Cards businesses collect data at a rapid pace. This data contains a treasure of information that can be harnessed to answer several pressing business questions. If handled correctly, it can reveal several phenomena such as customer attrition, up sell opportunities etc. A key challenge faced by card issuers and processors is to understand the customers they are serving. For example, a good understanding of the customer profiles can help tailor and target rewards and loyalty programs. This in turn results in improving customer satisfaction and retention.

Some key insights that the credit card issuers are trying to arrive at include understanding customer segments, predicting customer attrition and calculating customer lifetime value. Measuring LTV makes it possible to track changes in the customers’ LTV over time. This change (increase) in LTV is a true measure of economic value added to the business.

In the credit card business, building a model to calculate customer lifetime value is an attempt to predict net income from the future relationship with a customer. An accurate estimation of customer lifetime value shall help Ventis better target customers with products and services for up sell. We shall attempt to move to a sophisticated predictive analytics model to achieve this. We shall compare several predictive models with varying levels of sophistication to achieve the desired accuracy. The first part of the problem involves identifying the determinants for predicting customer lifetime value such as customer relationship life, retention probability, customer margin etc. Subsequently, these determinants need to be fitted into the model to predict the customer lifetime value.

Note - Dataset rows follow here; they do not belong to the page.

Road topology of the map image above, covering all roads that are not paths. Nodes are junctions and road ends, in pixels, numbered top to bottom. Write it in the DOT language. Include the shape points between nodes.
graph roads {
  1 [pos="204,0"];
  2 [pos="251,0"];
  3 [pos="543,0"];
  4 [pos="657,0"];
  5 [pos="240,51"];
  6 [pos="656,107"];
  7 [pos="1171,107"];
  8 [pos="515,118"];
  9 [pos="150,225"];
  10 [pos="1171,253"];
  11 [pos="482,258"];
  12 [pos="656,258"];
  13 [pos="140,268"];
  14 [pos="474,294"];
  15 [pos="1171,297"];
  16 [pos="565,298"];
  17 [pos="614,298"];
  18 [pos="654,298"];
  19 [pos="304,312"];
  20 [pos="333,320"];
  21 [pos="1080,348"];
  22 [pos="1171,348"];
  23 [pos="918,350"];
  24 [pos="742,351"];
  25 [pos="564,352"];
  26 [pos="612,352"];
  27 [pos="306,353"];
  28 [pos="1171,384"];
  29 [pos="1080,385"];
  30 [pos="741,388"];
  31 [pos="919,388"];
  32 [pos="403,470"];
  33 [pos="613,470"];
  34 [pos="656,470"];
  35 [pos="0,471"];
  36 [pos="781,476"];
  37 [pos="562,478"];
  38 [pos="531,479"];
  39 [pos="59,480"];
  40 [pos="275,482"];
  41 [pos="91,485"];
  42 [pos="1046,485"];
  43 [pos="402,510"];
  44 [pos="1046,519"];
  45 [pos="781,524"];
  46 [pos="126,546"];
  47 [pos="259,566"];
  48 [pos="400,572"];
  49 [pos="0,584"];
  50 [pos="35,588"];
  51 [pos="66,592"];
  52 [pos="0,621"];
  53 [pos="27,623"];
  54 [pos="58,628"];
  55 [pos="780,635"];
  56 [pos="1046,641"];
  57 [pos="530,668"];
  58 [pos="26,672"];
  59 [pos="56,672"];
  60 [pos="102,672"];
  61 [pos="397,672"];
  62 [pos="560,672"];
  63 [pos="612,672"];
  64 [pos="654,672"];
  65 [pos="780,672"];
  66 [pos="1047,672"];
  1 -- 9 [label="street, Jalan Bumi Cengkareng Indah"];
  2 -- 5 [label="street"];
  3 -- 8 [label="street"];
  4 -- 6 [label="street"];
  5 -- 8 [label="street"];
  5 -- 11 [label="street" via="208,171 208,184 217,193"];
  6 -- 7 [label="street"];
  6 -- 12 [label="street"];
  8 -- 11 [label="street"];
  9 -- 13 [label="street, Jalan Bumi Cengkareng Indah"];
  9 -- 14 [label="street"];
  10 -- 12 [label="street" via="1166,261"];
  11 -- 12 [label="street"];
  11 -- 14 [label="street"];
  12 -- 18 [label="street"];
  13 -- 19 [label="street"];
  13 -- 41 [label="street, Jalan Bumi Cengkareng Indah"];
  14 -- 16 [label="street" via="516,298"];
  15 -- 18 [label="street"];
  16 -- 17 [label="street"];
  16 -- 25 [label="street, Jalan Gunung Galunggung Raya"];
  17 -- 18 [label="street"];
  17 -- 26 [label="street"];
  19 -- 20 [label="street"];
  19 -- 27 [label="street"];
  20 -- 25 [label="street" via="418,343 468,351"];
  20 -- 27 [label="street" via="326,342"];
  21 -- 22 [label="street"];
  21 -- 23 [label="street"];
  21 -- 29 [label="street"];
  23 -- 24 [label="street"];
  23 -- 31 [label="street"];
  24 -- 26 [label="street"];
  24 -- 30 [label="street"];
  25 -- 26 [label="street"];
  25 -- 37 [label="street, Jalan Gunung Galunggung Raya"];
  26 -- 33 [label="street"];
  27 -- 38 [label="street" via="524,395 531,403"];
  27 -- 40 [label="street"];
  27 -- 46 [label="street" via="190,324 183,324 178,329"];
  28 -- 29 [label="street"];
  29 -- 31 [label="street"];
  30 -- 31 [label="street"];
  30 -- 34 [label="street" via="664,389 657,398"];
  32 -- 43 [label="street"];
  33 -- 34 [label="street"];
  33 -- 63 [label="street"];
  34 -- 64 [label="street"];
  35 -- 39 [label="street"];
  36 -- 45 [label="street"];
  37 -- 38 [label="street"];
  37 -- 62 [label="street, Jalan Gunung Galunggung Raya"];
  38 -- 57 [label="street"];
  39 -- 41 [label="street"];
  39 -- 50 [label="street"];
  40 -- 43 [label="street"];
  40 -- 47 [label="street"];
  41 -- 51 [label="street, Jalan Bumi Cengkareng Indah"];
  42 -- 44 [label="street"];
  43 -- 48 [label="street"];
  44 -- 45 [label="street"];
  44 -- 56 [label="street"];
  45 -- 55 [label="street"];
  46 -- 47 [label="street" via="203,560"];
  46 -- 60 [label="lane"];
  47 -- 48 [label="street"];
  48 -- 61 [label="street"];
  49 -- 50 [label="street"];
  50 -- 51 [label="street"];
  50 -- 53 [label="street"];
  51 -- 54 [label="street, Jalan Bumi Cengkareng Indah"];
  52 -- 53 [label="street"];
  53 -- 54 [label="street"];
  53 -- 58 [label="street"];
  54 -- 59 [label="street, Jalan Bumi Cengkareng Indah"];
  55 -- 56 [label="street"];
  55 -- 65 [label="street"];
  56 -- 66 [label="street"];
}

A lifetime value of a customer is based on total probable spending over the period of the card. The end of the period is the card expiration date. There are two parts to the problem: 

  1. Computing the probability that a customer will spend within a period of time
    1. The probability shall include the survival of the customer over this period of time. That is if the customer leaves the card, then the future spending value is 0
  2. Computing spending habit of each individual customer.
    1. Question here is how can we find the spending habits of the customer?

The spending habit shall be derived from Demographic data that includes: 

  • personal income – this will be golden data; however, we do not have this data
  • we may cluster customer in a location – does this provide information that certain income category will leaving in same area. However, there are exception. 
  • we may cluster by spending habits and see we can drive more information
  • Do we have details of spending? 

Setting the context:

Calculating customer LTV is not going to be exact. However, using the right approach and assumptions, along with an iterative approach can lead to a good approximation of LTV for the cards business. The customer LTV shall help take the following strategic decisions:

  • Identify and focus on acquiring high LTV customers
  • Focus churn prevention on high LTV customers
  • Differentiated service levels based on customers’ LTV  

Possible data sources to be used:

Transactions, customer demographics, customer attrition, credit limits, utilization, monthly payment data. This data to be masked as appropriate.

This is one of the problem that allows Ventis to up sell and capture the customers.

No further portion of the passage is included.